> PROBLEM DETAILS
Pick out each line in these entries that contains the string "Kamal".

> MATERIAL SUPPLIED
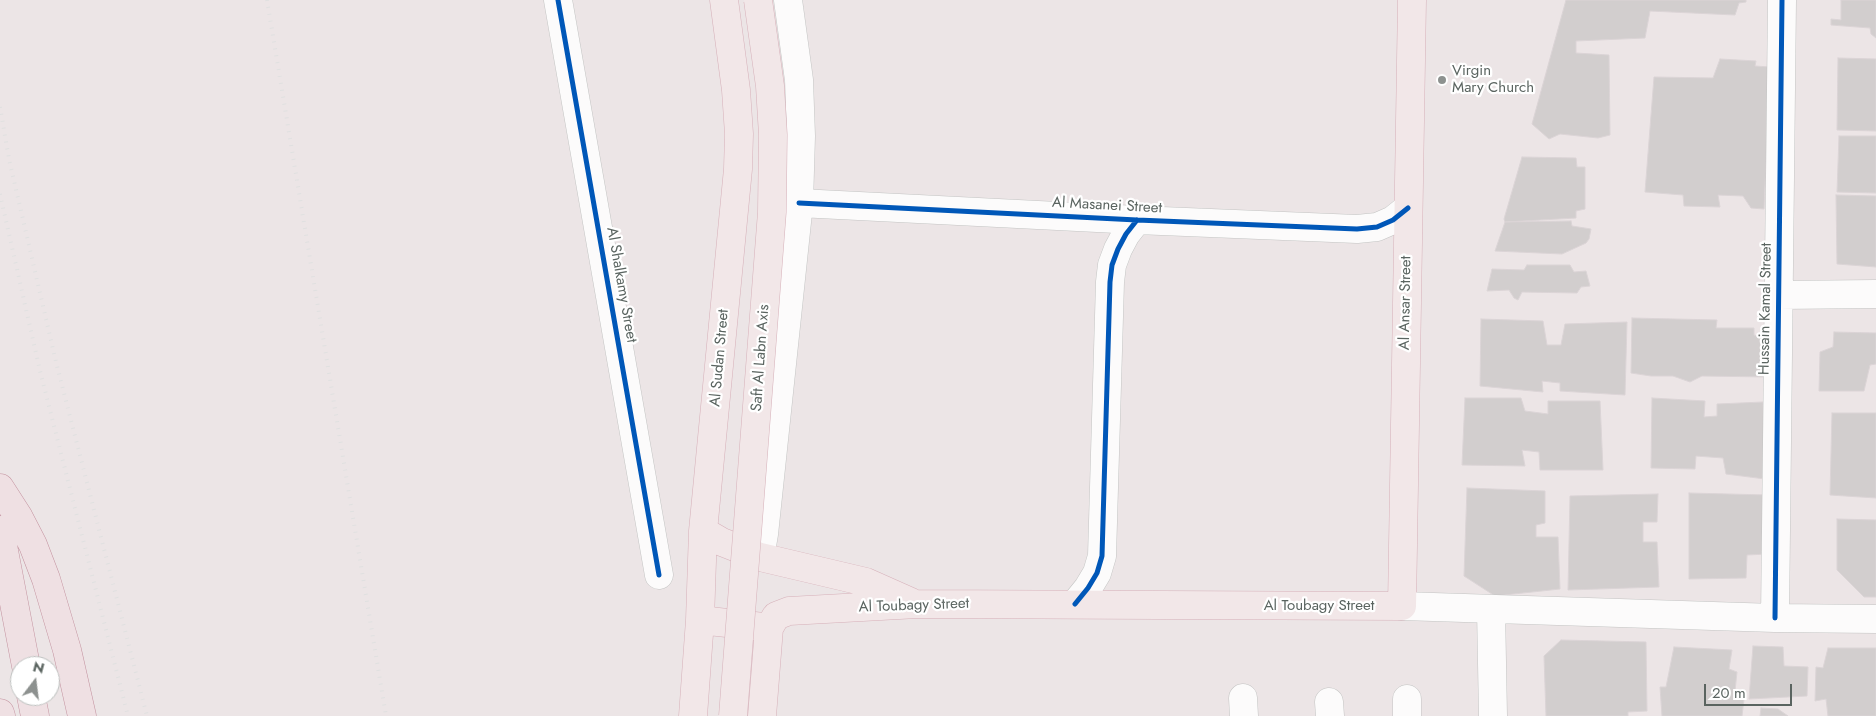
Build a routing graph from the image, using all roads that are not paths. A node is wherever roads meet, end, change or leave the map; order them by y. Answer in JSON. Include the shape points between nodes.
{"nodes":[{"id":1,"x":558,"y":0,"type":"edge"},
{"id":2,"x":724,"y":0,"type":"edge"},
{"id":3,"x":758,"y":0,"type":"edge"},
{"id":4,"x":788,"y":0,"type":"edge"},
{"id":5,"x":1412,"y":0,"type":"edge"},
{"id":6,"x":1782,"y":0,"type":"edge"},
{"id":7,"x":800,"y":203,"type":"junction"},
{"id":8,"x":1408,"y":208,"type":"junction"},
{"id":9,"x":1137,"y":220,"type":"junction"},
{"id":10,"x":1876,"y":294,"type":"edge"},
{"id":11,"x":1779,"y":295,"type":"junction"},
{"id":12,"x":0,"y":488,"type":"edge"},
{"id":13,"x":0,"y":530,"type":"edge"},
{"id":14,"x":704,"y":531,"type":"junction"},
{"id":15,"x":760,"y":557,"type":"junction"},
{"id":16,"x":659,"y":575,"type":"dead end"},
{"id":17,"x":917,"y":604,"type":"junction"},
{"id":18,"x":1075,"y":604,"type":"junction"},
{"id":19,"x":1402,"y":606,"type":"junction"},
{"id":20,"x":1491,"y":609,"type":"junction"},
{"id":21,"x":1776,"y":618,"type":"junction"},
{"id":22,"x":1876,"y":619,"type":"edge"},
{"id":23,"x":700,"y":620,"type":"junction"},
{"id":24,"x":769,"y":628,"type":"junction"},
{"id":25,"x":24,"y":656,"type":"edge"},
{"id":26,"x":82,"y":716,"type":"edge"},
{"id":27,"x":692,"y":716,"type":"edge"},
{"id":28,"x":734,"y":716,"type":"edge"},
{"id":29,"x":762,"y":716,"type":"edge"},
{"id":30,"x":1493,"y":716,"type":"edge"}],
"edges":[{"from":1,"to":16,"type":"street","name":"Al Shalkamy Street"},
{"from":2,"to":14,"type":"main road","name":"Al Sudan Street","via":[[736,90],[738,169]]},
{"from":3,"to":28,"type":"main road","name":"Saft Al Labn Axis","bridge":true,"via":[[770,86],[772,212]]},
{"from":4,"to":7,"type":"street","via":[[799,80]]},
{"from":5,"to":8,"type":"main road","name":"Al Ansar Street"},
{"from":6,"to":11,"type":"street","name":"Hussain Kamal Street"},
{"from":7,"to":9,"type":"street","name":"Al Masanei Street"},
{"from":7,"to":15,"type":"street"},
{"from":8,"to":9,"type":"street","name":"Al Masanei Street","via":[[1377,227],[1356,229]]},
{"from":8,"to":19,"type":"main road","name":"Al Ansar Street"},
{"from":9,"to":18,"type":"street","via":[[1118,249],[1110,282],[1102,556],[1092,581]]},
{"from":10,"to":11,"type":"street"},
{"from":11,"to":21,"type":"street","name":"Hussain Kamal Street"},
{"from":12,"to":26,"type":"highway","via":[[33,545],[46,579]]},
{"from":13,"to":25,"type":"highway"},
{"from":14,"to":15,"type":"main road"},
{"from":14,"to":23,"type":"main road","name":"Al Sudan Street"},
{"from":15,"to":17,"type":"main road","via":[[866,582]]},
{"from":17,"to":18,"type":"main road","name":"Al Toubagy Street"},
{"from":17,"to":24,"type":"main road","name":"Al Toubagy Street","via":[[789,611],[776,616]]},
{"from":18,"to":19,"type":"main road","name":"Al Toubagy Street"},
{"from":19,"to":20,"type":"street","name":"Al Toubagy Street"},
{"from":20,"to":21,"type":"street","name":"Al Toubagy Street"},
{"from":20,"to":30,"type":"street"},
{"from":21,"to":22,"type":"street","name":"Al Toubagy Street"},
{"from":23,"to":24,"type":"main road"},
{"from":23,"to":27,"type":"main road","name":"Al Sudan Street"},
{"from":24,"to":29,"type":"main road"}]}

> OUTPUT FOR THIS TASK
{"from":6,"to":11,"type":"street","name":"Hussain Kamal Street"},
{"from":11,"to":21,"type":"street","name":"Hussain Kamal Street"},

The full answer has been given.